Segment Start: Input records

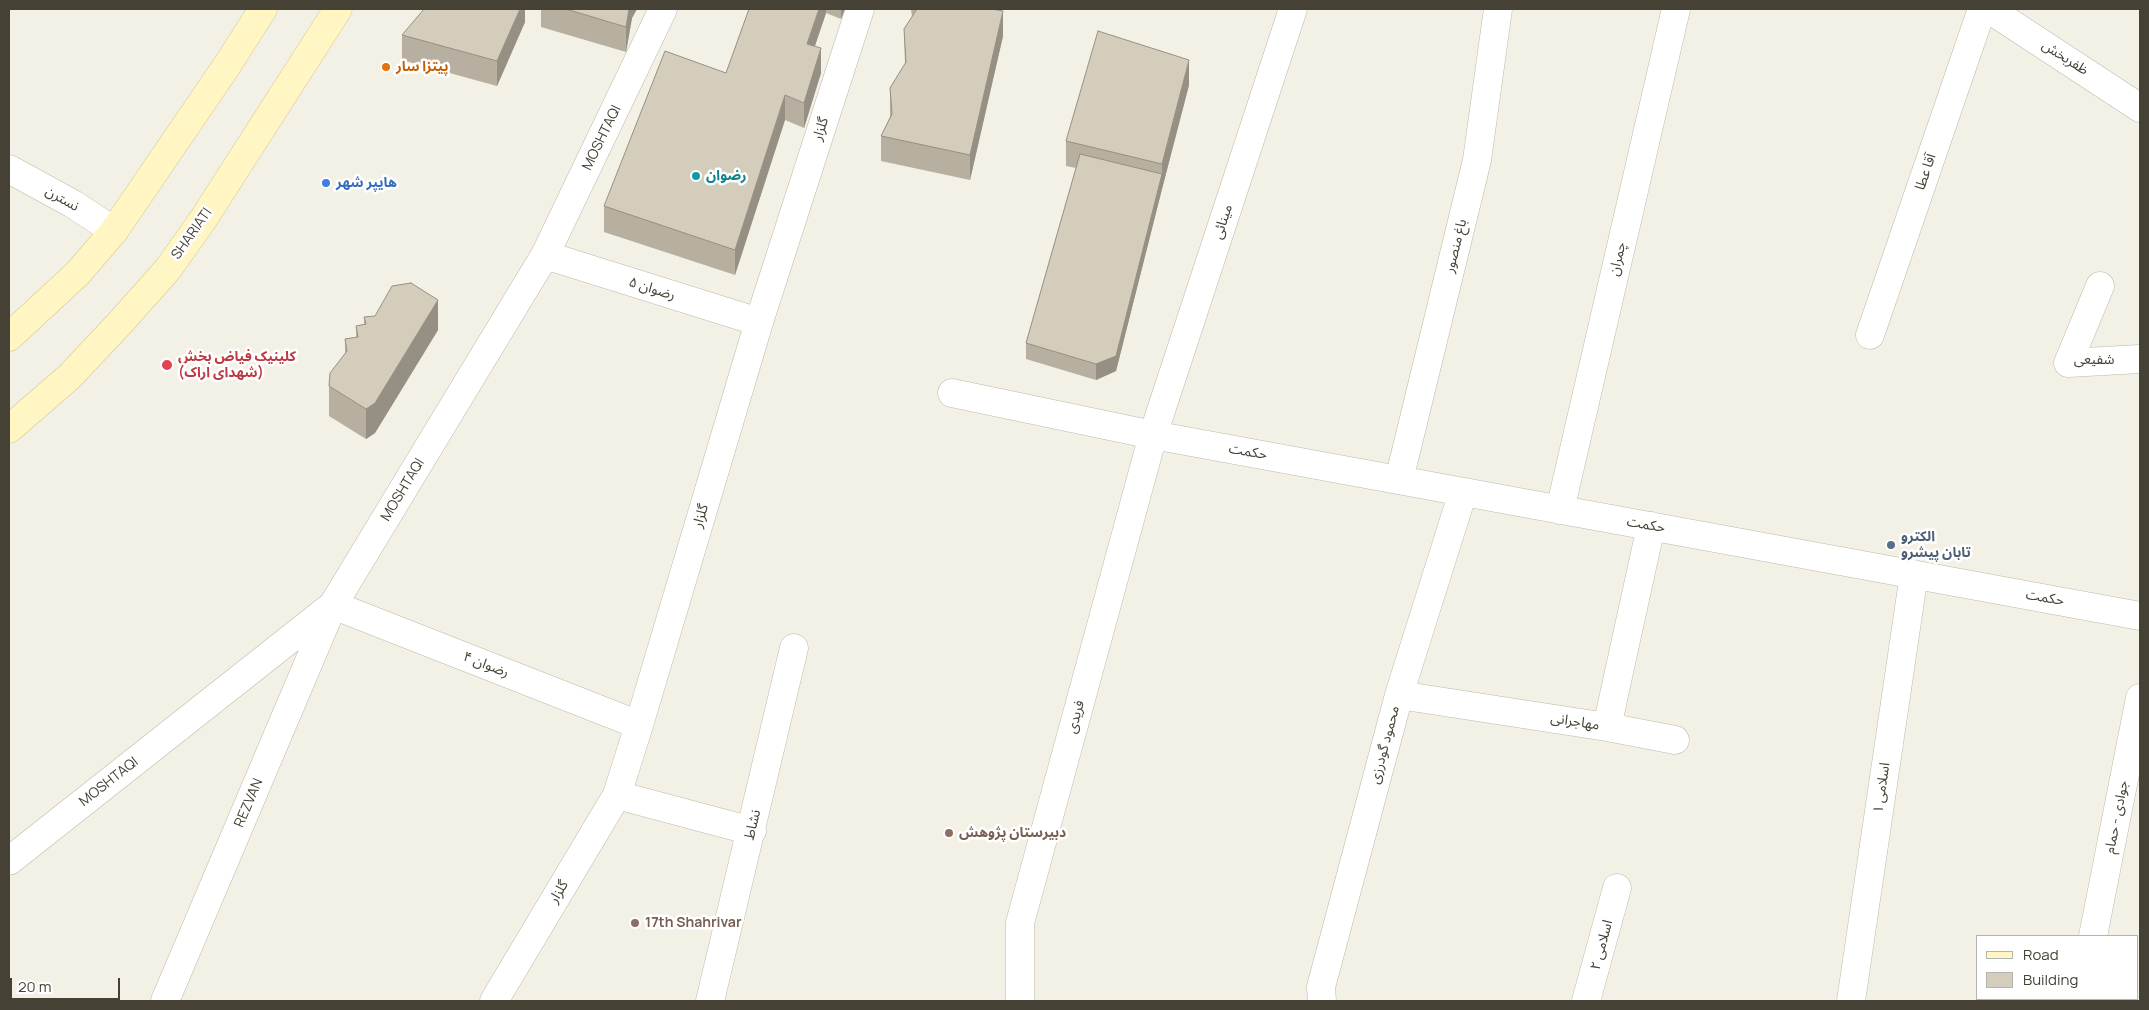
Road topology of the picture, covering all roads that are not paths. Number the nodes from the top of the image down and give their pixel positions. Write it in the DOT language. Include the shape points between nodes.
graph roads {
  1 [pos="263,9"];
  2 [pos="338,9"];
  3 [pos="663,9"];
  4 [pos="860,9"];
  5 [pos="1293,9"];
  6 [pos="1498,9"];
  7 [pos="1676,9"];
  8 [pos="1982,9"];
  9 [pos="1989,9"];
  10 [pos="2140,108"];
  11 [pos="9,170"];
  12 [pos="114,231"];
  13 [pos="546,255"];
  14 [pos="2100,286"];
  15 [pos="759,322"];
  16 [pos="1870,335"];
  17 [pos="9,337"];
  18 [pos="2140,359"];
  19 [pos="952,393"];
  20 [pos="9,429"];
  21 [pos="1153,435"];
  22 [pos="1400,480"];
  23 [pos="1463,492"];
  24 [pos="1560,510"];
  25 [pos="1651,526"];
  26 [pos="1914,574"];
  27 [pos="333,605"];
  28 [pos="2140,616"];
  29 [pos="794,648"];
  30 [pos="1399,695"];
  31 [pos="2140,698"];
  32 [pos="639,725"];
  33 [pos="1607,727"];
  34 [pos="1674,740"];
  35 [pos="616,795"];
  36 [pos="752,831"];
  37 [pos="9,861"];
  38 [pos="1617,888"];
  39 [pos="2093,935"];
  40 [pos="165,1001"];
  41 [pos="494,1001"];
  42 [pos="710,1001"];
  43 [pos="1020,1001"];
  44 [pos="1322,1001"];
  45 [pos="1586,1001"];
  46 [pos="1851,1001"];
  1 -- 12 [label="main road"];
  2 -- 20 [label="main road, SHARIATI" via="168,269 69,378"];
  3 -- 13 [label="street, MOSHTAQI"];
  4 -- 15 [label="street, گلزار"];
  5 -- 21 [label="street, مینائی"];
  6 -- 22 [label="street, باغ منصور" via="1477,160"];
  7 -- 24 [label="street, چمران"];
  8 -- 16 [label="street, آقا عطا"];
  9 -- 10 [label="street, ظفربخش"];
  11 -- 12 [label="street, نسترن" via="73,204"];
  12 -- 17 [label="main road" via="78,273"];
  13 -- 15 [label="street, رضوان ۵"];
  13 -- 27 [label="street, MOSHTAQI"];
  14 -- 18 [label="street, شفیعی" via="2068,363"];
  15 -- 32 [label="street, گلزار"];
  19 -- 21 [label="street, حکمت"];
  21 -- 22 [label="street, حکمت"];
  21 -- 43 [label="street, فریدی" via="1020,923"];
  22 -- 23 [label="street, حکمت"];
  23 -- 24 [label="street, حکمت"];
  23 -- 30 [label="street, محمود گودرزی"];
  24 -- 25 [label="street, حکمت"];
  25 -- 26 [label="street, حکمت"];
  25 -- 33 [label="street, مهاجرانی"];
  26 -- 28 [label="street, حکمت"];
  26 -- 46 [label="street, اسلامی ۱"];
  27 -- 32 [label="street, رضوان ۴"];
  27 -- 37 [label="street, MOSHTAQI"];
  27 -- 40 [label="street, REZVAN"];
  29 -- 36 [label="street, نشاط"];
  30 -- 33 [label="street, مهاجرانی"];
  30 -- 44 [label="street, محمود گودرزی" via="1321,987"];
  31 -- 39 [label="street, جوادی - حمام"];
  32 -- 35 [label="street, گلزار"];
  33 -- 34 [label="street"];
  35 -- 36 [label="street"];
  35 -- 41 [label="street, گلزار"];
  36 -- 42 [label="street, نشاط"];
  38 -- 45 [label="street, اسلامی ۲"];
}
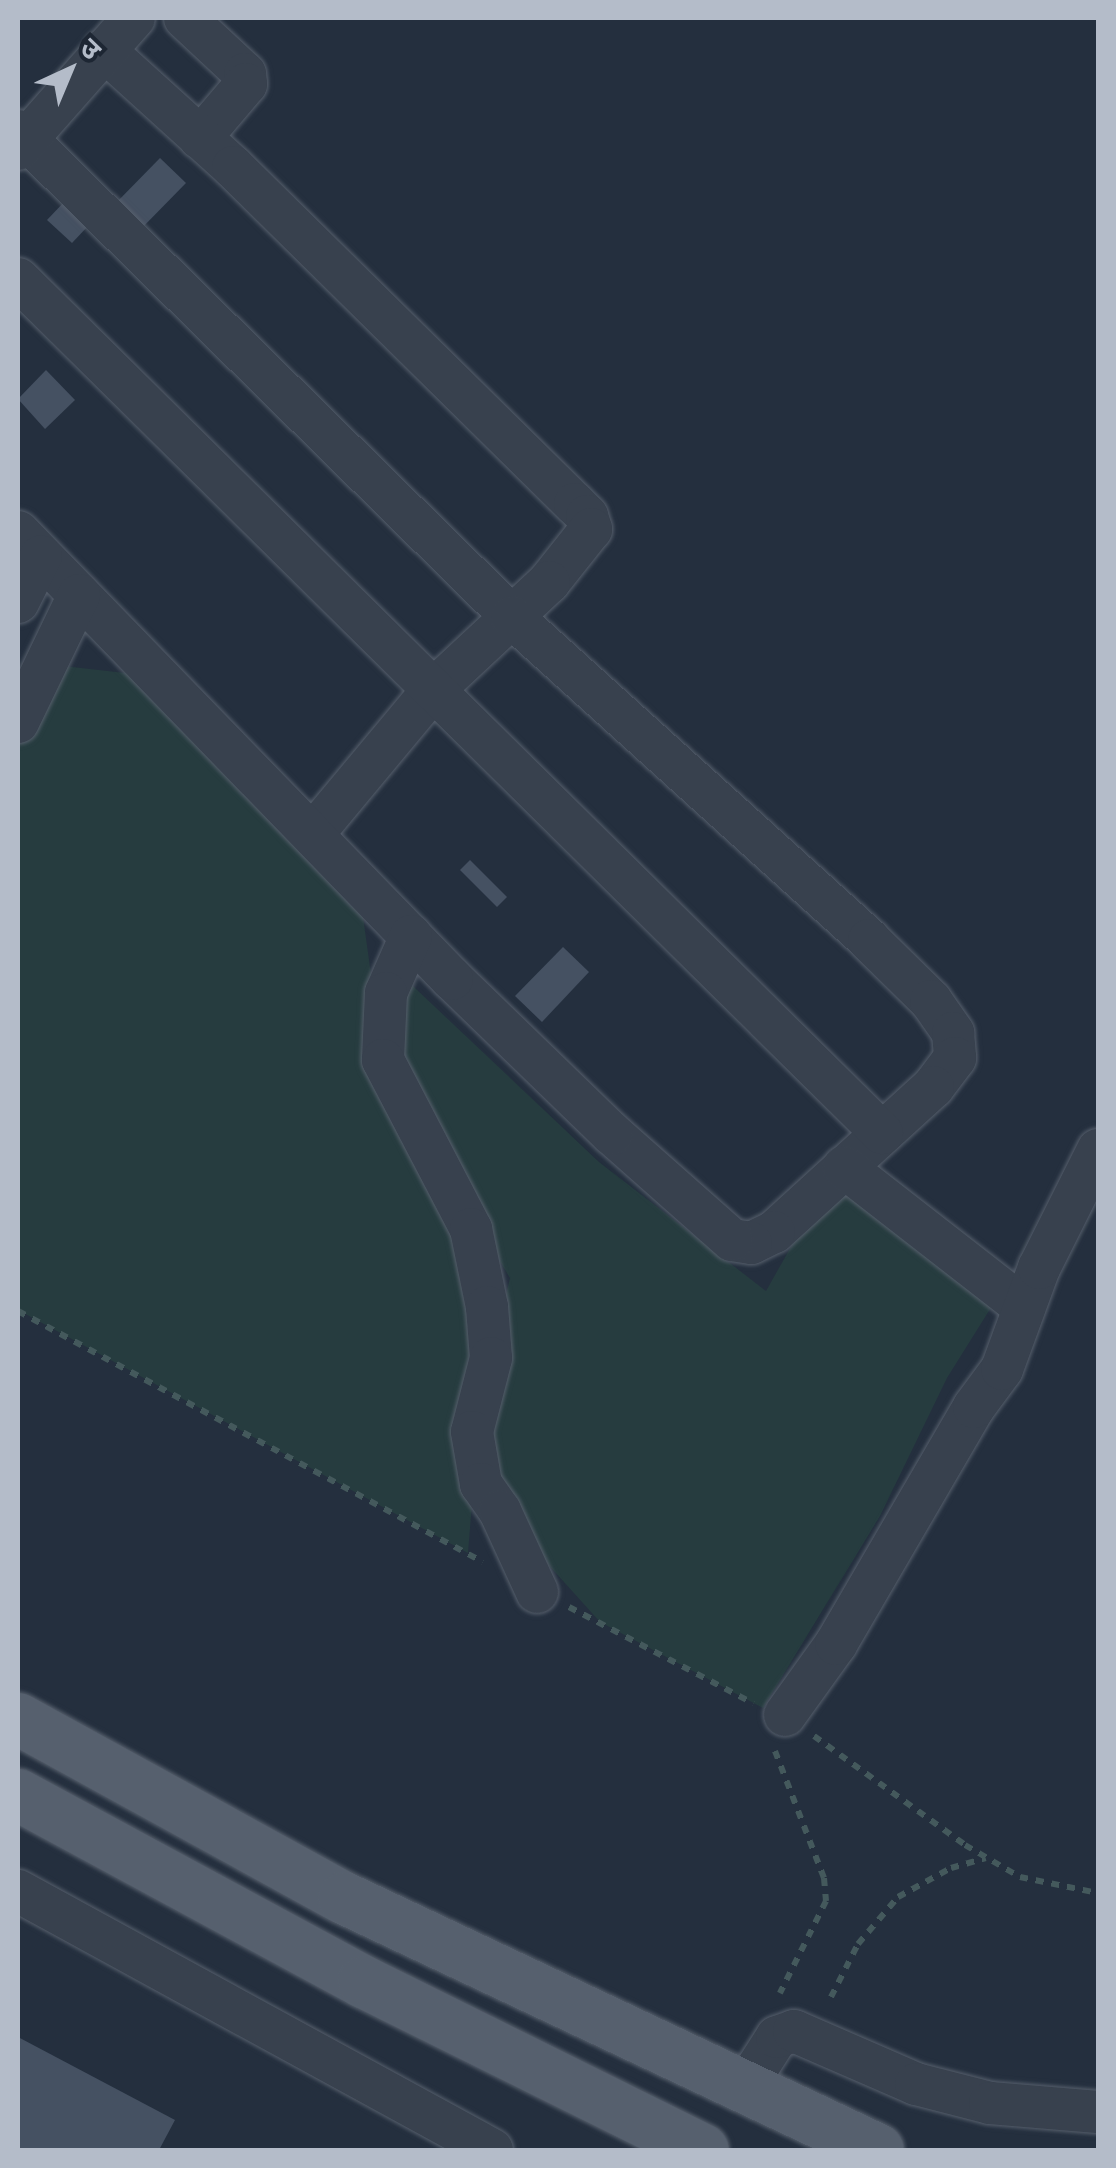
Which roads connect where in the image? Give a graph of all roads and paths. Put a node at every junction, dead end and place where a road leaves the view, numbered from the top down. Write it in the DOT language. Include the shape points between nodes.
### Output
graph roads {
  1 [pos="134,18"];
  2 [pos="185,18"];
  3 [pos="104,50"];
  4 [pos="200,138"];
  5 [pos="21,139"];
  6 [pos="18,279"];
  7 [pos="29,544"];
  8 [pos="79,595"];
  9 [pos="18,602"];
  10 [pos="512,617"];
  11 [pos="432,690"];
  12 [pos="18,722"];
  13 [pos="313,834"];
  14 [pos="411,936"];
  15 [pos="882,1133"];
  16 [pos="1098,1150"];
  17 [pos="844,1167"];
  18 [pos="1024,1307"];
  19 [pos="536,1592"];
  20 [pos="18,1719"];
  21 [pos="769,1720"];
  22 [pos="18,1795"];
  23 [pos="986,1858"];
  24 [pos="18,1891"];
  25 [pos="780,1994"];
  26 [pos="830,1998"];
  27 [pos="745,2088"];
  28 [pos="1098,2112"];
  29 [pos="846,2144"];
  30 [pos="492,2150"];
  31 [pos="703,2150"];
  1 -- 3 [label="street"];
  2 -- 4 [label="street" via="245,74 246,84"];
  3 -- 4 [label="street"];
  3 -- 5 [label="street"];
  4 -- 10 [label="street" via="586,516 586,540"];
  5 -- 10 [label="street"];
  6 -- 11 [label="street"];
  7 -- 8 [label="street"];
  7 -- 9 [label="street"];
  8 -- 12 [label="street"];
  8 -- 13 [label="street"];
  10 -- 11 [label="street"];
  10 -- 15 [label="street" via="931,1002 953,1034 956,1058"];
  11 -- 13 [label="street"];
  11 -- 15 [label="street"];
  13 -- 14 [label="street"];
  14 -- 17 [label="street" via="612,1134 732,1240 751,1243 774,1232"];
  14 -- 19 [label="street" via="386,993 383,1060 471,1229 491,1358 472,1432 481,1484"];
  15 -- 17 [label="street"];
  16 -- 18 [label="street"];
  17 -- 18 [label="street"];
  18 -- 21 [label="street" via="1002,1368 836,1644"];
  20 -- 27 [label="main road" via="344,1898"];
  21 -- 25 [label="path" via="824,1878 826,1902"];
  22 -- 31 [label="main road" via="364,1982"];
  23 -- 26 [label="path" via="898,1896 858,1944"];
  24 -- 30 [label="street"];
  27 -- 28 [label="street" via="777,2037 794,2031 916,2084 990,2103"];
  27 -- 29 [label="main road"];
}
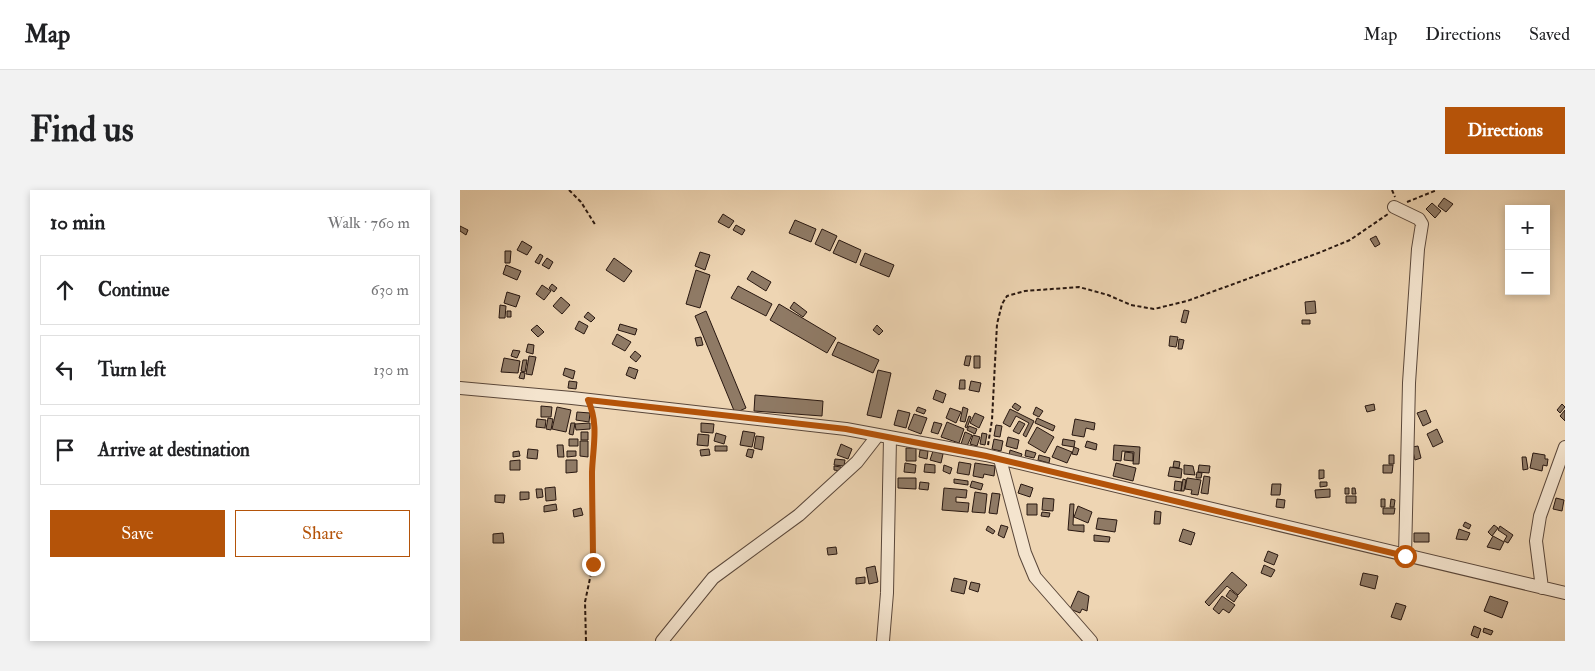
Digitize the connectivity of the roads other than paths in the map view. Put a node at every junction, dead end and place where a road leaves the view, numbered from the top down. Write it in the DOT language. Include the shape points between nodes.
graph roads {
  1 [pos="1394,207"];
  2 [pos="460,388"];
  3 [pos="884,436"];
  4 [pos="1565,447"];
  5 [pos="1000,459"];
  6 [pos="1405,556"];
  7 [pos="1542,588"];
  8 [pos="1565,593"];
  9 [pos="662,641"];
  10 [pos="883,641"];
  11 [pos="1090,641"];
  1 -- 6 [label="street" via="1419,219 1422,224 1409,382"];
  2 -- 3 [label="street" via="846,429"];
  3 -- 5 [label="street"];
  3 -- 9 [label="street" via="799,515 713,578"];
  3 -- 10 [label="street" via="887,592"];
  4 -- 7 [label="street" via="1537,533"];
  5 -- 6 [label="street"];
  5 -- 11 [label="street" via="1034,577"];
  6 -- 7 [label="street"];
  7 -- 8 [label="street"];
}
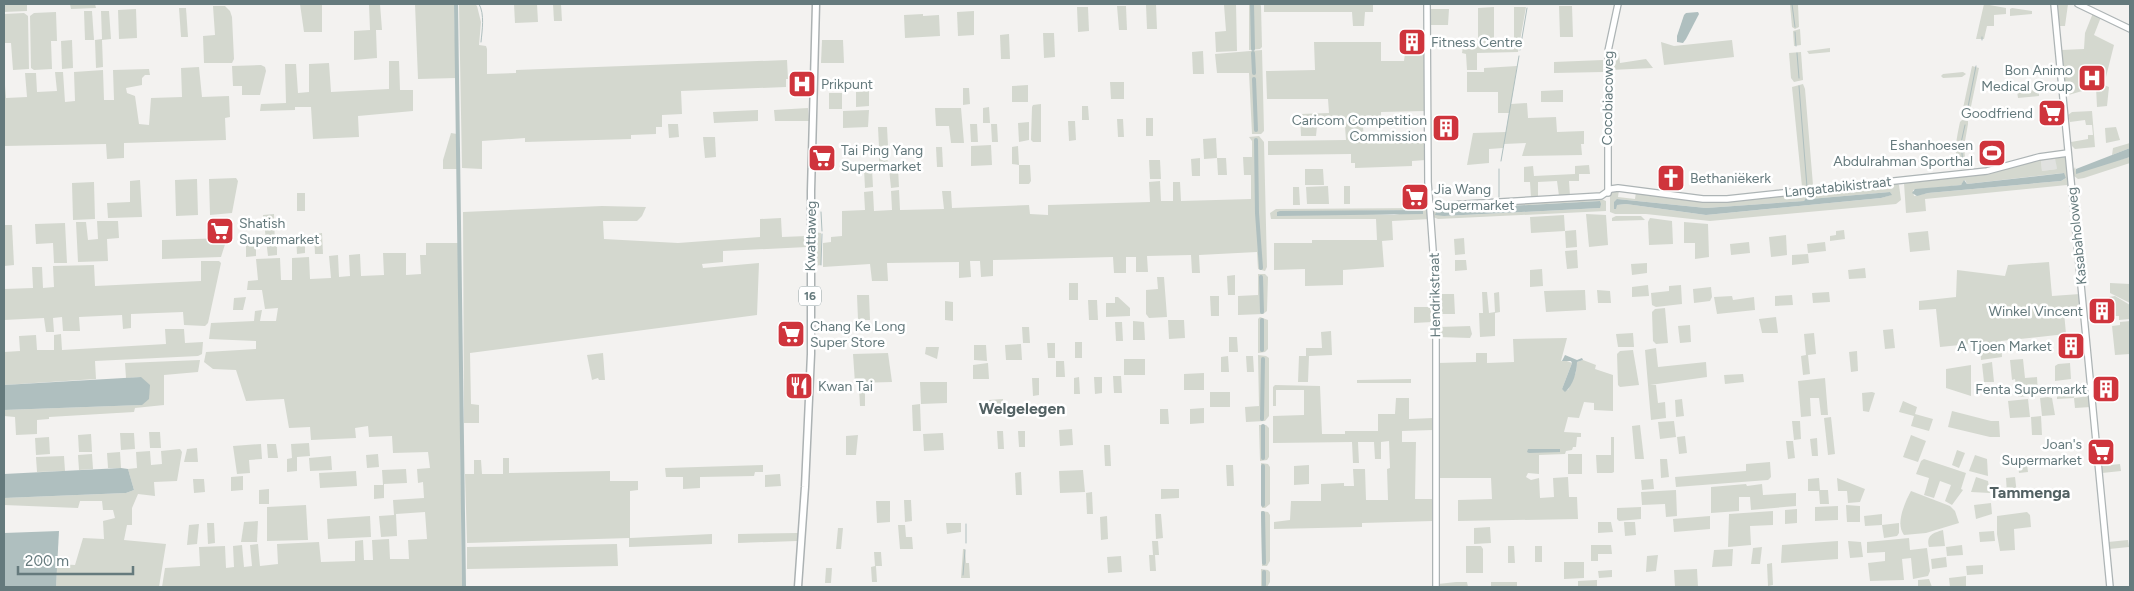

Segment End: Input records

■ Problem description ■
Using the data above, state the number of lines that contain the word "main"; add nothing else.

■ Completed task ■
6